**Exercise requirements**
Please go line by line and repeat the data below exactly, with no images.

**Data**

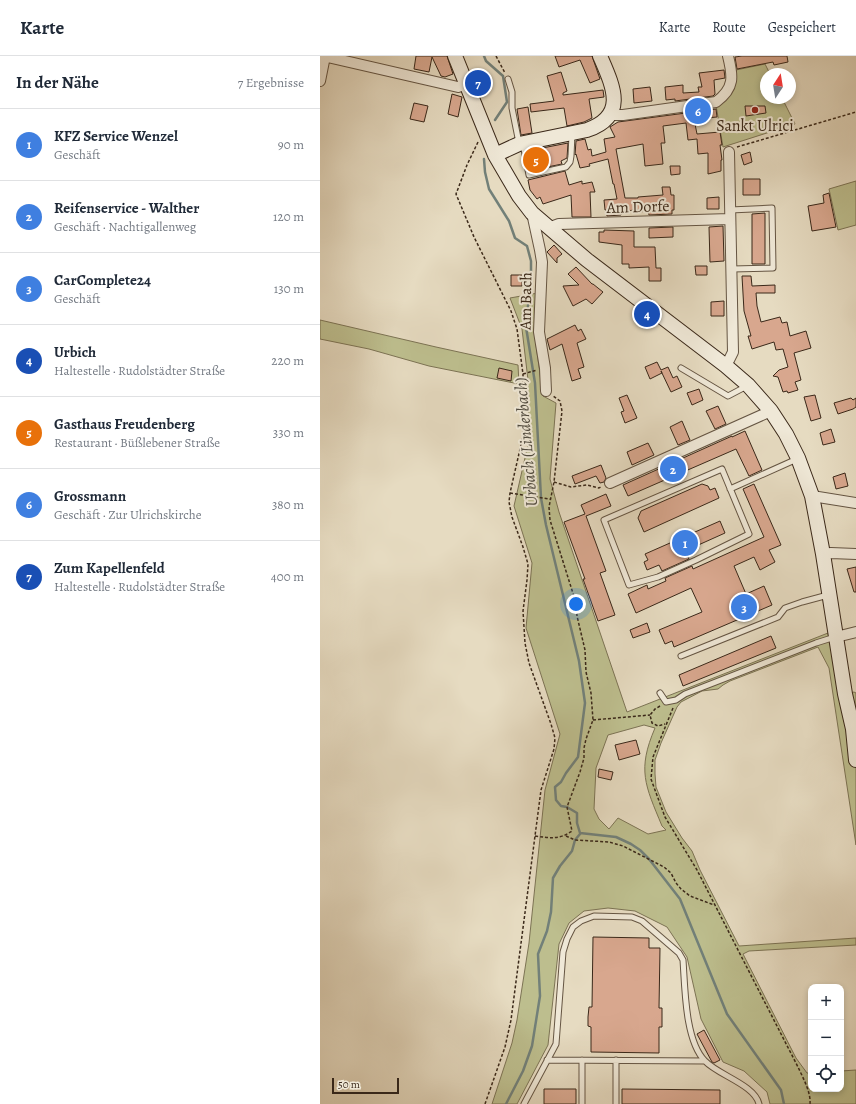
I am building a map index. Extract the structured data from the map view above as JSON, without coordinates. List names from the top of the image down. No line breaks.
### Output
{"streets":{"street":["Am Dorfe","Am Bach"]},"water":["Urbach (Linderbach)"],"places":["Sankt Ulrici"],"scale_bar":"50 m","north":"top","page":{"header":"Karte","nav":["Karte","Route","Gespeichert"],"heading":["In der Nähe","7 Ergebnisse"],"pins":["7","6","5","4","2","1","3"],"list":[{"mark":"1","name":"KFZ Service Wenzel","note":"Geschäft","value":"90 m"},{"mark":"2","name":"Reifenservice - Walther","note":"Geschäft · Nachtigallenweg","value":"120 m"},{"mark":"3","name":"CarComplete24","note":"Geschäft","value":"130 m"},{"mark":"4","name":"Urbich","note":"Haltestelle · Rudolstädter Straße","value":"220 m"},{"mark":"5","name":"Gasthaus Freudenberg","note":"Restaurant · Büßlebener Straße","value":"330 m"},{"mark":"6","name":"Grossmann","note":"Geschäft · Zur Ulrichskirche","value":"380 m"},{"mark":"7","name":"Zum Kapellenfeld","note":"Haltestelle · Rudolstädter Straße","value":"400 m"}],"map_buttons":["+","−"],"scale":"50 m"}}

**Output for this exercise**
I am building a map index. Extract the structured data from the map view above as JSON, without coordinates. List names from the top of the image down. No line breaks.
### Output
{"streets":{"street":["Am Dorfe","Am Bach"]},"water":["Urbach (Linderbach)"],"places":["Sankt Ulrici"],"scale_bar":"50 m","north":"top","page":{"header":"Karte","nav":["Karte","Route","Gespeichert"],"heading":["In der Nähe","7 Ergebnisse"],"pins":["7","6","5","4","2","1","3"],"list":[{"mark":"1","name":"KFZ Service Wenzel","note":"Geschäft","value":"90 m"},{"mark":"2","name":"Reifenservice - Walther","note":"Geschäft · Nachtigallenweg","value":"120 m"},{"mark":"3","name":"CarComplete24","note":"Geschäft","value":"130 m"},{"mark":"4","name":"Urbich","note":"Haltestelle · Rudolstädter Straße","value":"220 m"},{"mark":"5","name":"Gasthaus Freudenberg","note":"Restaurant · Büßlebener Straße","value":"330 m"},{"mark":"6","name":"Grossmann","note":"Geschäft · Zur Ulrichskirche","value":"380 m"},{"mark":"7","name":"Zum Kapellenfeld","note":"Haltestelle · Rudolstädter Straße","value":"400 m"}],"map_buttons":["+","−"],"scale":"50 m"}}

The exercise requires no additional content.